The combined company, to be named Cigna, would offer medical, behavioral, specialty pharmacy, and other health-engagement services in retail and online distribution channels. “Cigna’s acquisition of Express Scripts brings together two complementary customer-centric services companies, well-positioned to drive greater quality and affordability for customers,” said David M. Cordani, president and chief executive officer (CEO) of Cigna, in a March 8, 2018 company statement. “Together, we will create an expanded portfolio of health services, delivering greater consumer choice, closer alignment between the customer and health care provider, and more personalized value.
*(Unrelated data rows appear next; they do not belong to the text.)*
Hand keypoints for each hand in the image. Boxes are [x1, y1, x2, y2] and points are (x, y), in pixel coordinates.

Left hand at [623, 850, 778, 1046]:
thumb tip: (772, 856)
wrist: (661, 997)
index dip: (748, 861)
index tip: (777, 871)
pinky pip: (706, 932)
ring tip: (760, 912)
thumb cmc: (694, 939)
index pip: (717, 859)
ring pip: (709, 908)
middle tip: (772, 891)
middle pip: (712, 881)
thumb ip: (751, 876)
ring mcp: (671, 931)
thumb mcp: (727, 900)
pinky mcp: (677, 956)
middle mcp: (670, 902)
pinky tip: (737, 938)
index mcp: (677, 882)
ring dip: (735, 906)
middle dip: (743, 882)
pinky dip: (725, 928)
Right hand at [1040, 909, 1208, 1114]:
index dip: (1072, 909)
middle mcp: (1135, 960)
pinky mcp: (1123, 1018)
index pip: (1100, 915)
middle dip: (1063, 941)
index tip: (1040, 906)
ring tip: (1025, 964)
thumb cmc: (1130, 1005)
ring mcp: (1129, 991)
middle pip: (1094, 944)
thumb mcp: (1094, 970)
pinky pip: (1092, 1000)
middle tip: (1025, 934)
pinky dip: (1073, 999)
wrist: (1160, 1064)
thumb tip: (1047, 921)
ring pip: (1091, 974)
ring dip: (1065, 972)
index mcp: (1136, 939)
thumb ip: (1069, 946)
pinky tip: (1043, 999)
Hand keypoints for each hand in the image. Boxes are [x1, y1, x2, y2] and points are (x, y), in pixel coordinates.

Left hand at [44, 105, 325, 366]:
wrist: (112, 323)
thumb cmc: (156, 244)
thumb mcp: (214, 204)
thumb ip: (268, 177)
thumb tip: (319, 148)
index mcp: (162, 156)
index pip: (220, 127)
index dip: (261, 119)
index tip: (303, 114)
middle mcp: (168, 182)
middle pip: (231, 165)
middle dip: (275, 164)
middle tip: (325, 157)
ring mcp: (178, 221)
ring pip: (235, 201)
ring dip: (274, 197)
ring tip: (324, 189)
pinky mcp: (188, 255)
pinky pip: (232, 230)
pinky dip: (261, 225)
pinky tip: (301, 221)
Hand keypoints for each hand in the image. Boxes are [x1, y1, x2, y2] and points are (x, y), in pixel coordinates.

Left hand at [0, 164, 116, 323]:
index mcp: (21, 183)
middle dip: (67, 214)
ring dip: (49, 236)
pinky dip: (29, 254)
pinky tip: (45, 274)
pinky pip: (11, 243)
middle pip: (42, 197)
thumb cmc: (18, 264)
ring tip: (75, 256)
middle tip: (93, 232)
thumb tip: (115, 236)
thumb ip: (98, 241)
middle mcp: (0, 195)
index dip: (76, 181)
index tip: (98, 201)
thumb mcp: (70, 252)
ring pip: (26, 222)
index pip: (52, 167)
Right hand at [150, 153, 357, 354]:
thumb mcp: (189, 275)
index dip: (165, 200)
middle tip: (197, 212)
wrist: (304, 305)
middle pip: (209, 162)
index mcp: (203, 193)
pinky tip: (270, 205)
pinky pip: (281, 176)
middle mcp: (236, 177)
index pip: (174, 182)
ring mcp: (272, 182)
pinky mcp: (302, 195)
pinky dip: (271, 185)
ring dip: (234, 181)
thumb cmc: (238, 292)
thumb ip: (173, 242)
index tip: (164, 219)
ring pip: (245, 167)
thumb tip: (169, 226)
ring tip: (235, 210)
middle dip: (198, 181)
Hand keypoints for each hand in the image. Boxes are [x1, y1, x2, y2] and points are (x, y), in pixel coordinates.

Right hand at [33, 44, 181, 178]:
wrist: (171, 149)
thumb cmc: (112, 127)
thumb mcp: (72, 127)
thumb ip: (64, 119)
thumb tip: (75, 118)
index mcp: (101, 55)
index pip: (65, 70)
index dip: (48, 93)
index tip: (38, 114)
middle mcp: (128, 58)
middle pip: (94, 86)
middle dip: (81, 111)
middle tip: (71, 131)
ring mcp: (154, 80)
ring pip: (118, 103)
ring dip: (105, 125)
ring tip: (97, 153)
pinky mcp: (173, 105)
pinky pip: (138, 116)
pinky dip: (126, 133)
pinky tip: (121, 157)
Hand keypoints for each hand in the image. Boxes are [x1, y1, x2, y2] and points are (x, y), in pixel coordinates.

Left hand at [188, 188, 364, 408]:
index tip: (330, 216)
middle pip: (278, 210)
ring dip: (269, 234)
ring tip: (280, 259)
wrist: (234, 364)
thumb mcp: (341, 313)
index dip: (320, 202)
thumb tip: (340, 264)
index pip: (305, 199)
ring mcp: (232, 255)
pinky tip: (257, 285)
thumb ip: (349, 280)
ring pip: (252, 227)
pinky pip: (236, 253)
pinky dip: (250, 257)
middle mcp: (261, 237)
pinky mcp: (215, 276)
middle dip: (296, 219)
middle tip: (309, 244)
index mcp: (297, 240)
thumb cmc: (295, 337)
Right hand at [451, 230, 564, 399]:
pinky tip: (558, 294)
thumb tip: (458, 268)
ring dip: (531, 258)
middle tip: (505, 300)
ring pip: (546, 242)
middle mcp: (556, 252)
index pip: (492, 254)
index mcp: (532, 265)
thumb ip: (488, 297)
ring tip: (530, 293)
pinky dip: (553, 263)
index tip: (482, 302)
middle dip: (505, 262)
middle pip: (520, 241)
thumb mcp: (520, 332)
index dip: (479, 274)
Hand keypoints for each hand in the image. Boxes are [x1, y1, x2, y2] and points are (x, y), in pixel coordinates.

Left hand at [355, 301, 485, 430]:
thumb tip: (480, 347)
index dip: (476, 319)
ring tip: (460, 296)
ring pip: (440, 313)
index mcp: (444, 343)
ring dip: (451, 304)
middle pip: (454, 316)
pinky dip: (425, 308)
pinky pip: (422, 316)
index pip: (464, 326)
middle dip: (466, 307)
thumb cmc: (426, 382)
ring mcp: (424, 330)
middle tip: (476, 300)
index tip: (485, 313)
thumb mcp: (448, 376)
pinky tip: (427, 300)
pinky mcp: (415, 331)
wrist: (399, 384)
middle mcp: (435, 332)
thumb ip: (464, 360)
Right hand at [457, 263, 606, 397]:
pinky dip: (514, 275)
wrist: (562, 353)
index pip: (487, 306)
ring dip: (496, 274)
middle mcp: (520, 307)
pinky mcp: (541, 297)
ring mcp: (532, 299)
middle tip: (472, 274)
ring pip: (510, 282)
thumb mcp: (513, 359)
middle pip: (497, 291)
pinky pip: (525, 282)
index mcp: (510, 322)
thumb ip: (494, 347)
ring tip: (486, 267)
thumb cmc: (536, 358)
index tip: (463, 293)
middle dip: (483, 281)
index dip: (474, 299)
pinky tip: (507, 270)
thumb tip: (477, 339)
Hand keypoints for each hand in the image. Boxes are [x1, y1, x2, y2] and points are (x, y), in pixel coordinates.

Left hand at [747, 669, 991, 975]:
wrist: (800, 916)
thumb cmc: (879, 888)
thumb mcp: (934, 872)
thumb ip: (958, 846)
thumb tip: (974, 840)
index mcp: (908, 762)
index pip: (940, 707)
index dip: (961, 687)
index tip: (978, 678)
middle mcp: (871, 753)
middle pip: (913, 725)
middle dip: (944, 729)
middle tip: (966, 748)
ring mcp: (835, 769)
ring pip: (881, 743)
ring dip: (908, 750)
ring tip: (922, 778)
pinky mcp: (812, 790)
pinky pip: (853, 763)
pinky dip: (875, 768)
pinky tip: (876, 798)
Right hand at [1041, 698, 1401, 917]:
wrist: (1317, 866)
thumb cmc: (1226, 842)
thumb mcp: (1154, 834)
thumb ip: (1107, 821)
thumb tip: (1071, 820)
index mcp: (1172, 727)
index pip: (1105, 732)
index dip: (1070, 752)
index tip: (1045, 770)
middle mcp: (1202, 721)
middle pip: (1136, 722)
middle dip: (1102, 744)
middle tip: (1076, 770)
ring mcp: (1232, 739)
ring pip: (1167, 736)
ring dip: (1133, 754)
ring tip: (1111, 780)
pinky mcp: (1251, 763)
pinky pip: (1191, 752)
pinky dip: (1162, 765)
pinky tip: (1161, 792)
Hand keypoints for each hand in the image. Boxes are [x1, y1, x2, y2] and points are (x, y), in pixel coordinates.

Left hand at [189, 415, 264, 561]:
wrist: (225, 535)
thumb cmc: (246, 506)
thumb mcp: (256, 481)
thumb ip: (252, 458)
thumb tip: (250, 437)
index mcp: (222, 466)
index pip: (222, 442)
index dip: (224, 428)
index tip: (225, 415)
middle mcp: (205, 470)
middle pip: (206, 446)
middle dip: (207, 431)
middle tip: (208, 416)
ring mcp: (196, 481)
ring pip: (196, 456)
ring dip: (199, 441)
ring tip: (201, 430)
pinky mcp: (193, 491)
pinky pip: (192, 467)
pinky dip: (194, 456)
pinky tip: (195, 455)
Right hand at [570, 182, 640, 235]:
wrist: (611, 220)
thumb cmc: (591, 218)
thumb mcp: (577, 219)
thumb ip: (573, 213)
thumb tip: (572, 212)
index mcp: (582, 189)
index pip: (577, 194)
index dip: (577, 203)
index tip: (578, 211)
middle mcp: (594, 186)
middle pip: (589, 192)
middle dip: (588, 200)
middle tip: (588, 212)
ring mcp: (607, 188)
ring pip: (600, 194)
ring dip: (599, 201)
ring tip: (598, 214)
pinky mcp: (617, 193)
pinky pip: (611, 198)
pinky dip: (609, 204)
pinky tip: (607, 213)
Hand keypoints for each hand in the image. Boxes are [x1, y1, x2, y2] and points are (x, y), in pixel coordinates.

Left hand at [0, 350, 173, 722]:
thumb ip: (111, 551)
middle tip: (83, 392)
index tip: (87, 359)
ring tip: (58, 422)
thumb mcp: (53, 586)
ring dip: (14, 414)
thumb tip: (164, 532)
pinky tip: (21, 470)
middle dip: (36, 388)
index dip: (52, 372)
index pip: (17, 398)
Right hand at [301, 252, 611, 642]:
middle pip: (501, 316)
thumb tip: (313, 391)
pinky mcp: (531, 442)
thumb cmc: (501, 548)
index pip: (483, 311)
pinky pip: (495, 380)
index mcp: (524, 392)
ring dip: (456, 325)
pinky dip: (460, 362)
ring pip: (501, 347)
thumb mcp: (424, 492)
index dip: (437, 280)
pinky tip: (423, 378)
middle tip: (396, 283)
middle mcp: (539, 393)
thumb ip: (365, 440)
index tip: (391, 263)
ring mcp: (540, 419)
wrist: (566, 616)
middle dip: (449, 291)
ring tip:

This combination will create significant benefits to society and differentiated shareholder value.”
Upon closing, Cigna’s headquarters in Bloomfield, Connecticut, will become the headquarters for the combined company, and Express Scripts will stay headquartered in St. Louis, Missouri. Upon closing, David Cordani, current president and chief executive officer (CEO) of Cigna, will retain that role in the combined company. Tim Wentworth, current president and CEO of Express Scripts, will continue the role of president of Express Scripts. The combined company’s board will be expanded to 13 directors, including four independent members of the Express Scripts board.
Under the agreement, the transaction consideration will consist of $48.75 in cash and 0.2434 shares of stock of the combined company per Express Scripts share, or $54 billion. Cigna is also assuming $15 billion of Express Scripts’ debt, bringing the total transaction value to approximately $67 billion. Upon completion of the transaction, Cigna is expected to have debt of approximately $41.1 billion. Additionally, upon the closing, Cigna shareholders will own approximately 64% of the combined company and Express Scripts shareholders will own approximately 36%.
The transaction, which is expected to be completed by December 31, 2018, is subject to the approval of Cigna and Express Scripts shareholders and the satisfaction of customary closing conditions, including applicable regulatory approvals. Until the closing, Cigna and Express Scripts will continue to operate as independent companies.
The deal is another example of consolidation between health insurance companies and pharmacy benefit managers, which function as intermediaries between insurers and healthcare organizations, including pharmacies and pharmaceutical companies. In December 2017, CVS Health, a retail pharmacy and healthcare company that also operates CVS Caremark, a pharmacy benefit manager, agreed to acquire Atena, a health insurer, for $69 billion plus debt for a total deal value of $77 billion. That deal is expected to close in the second half of 2018.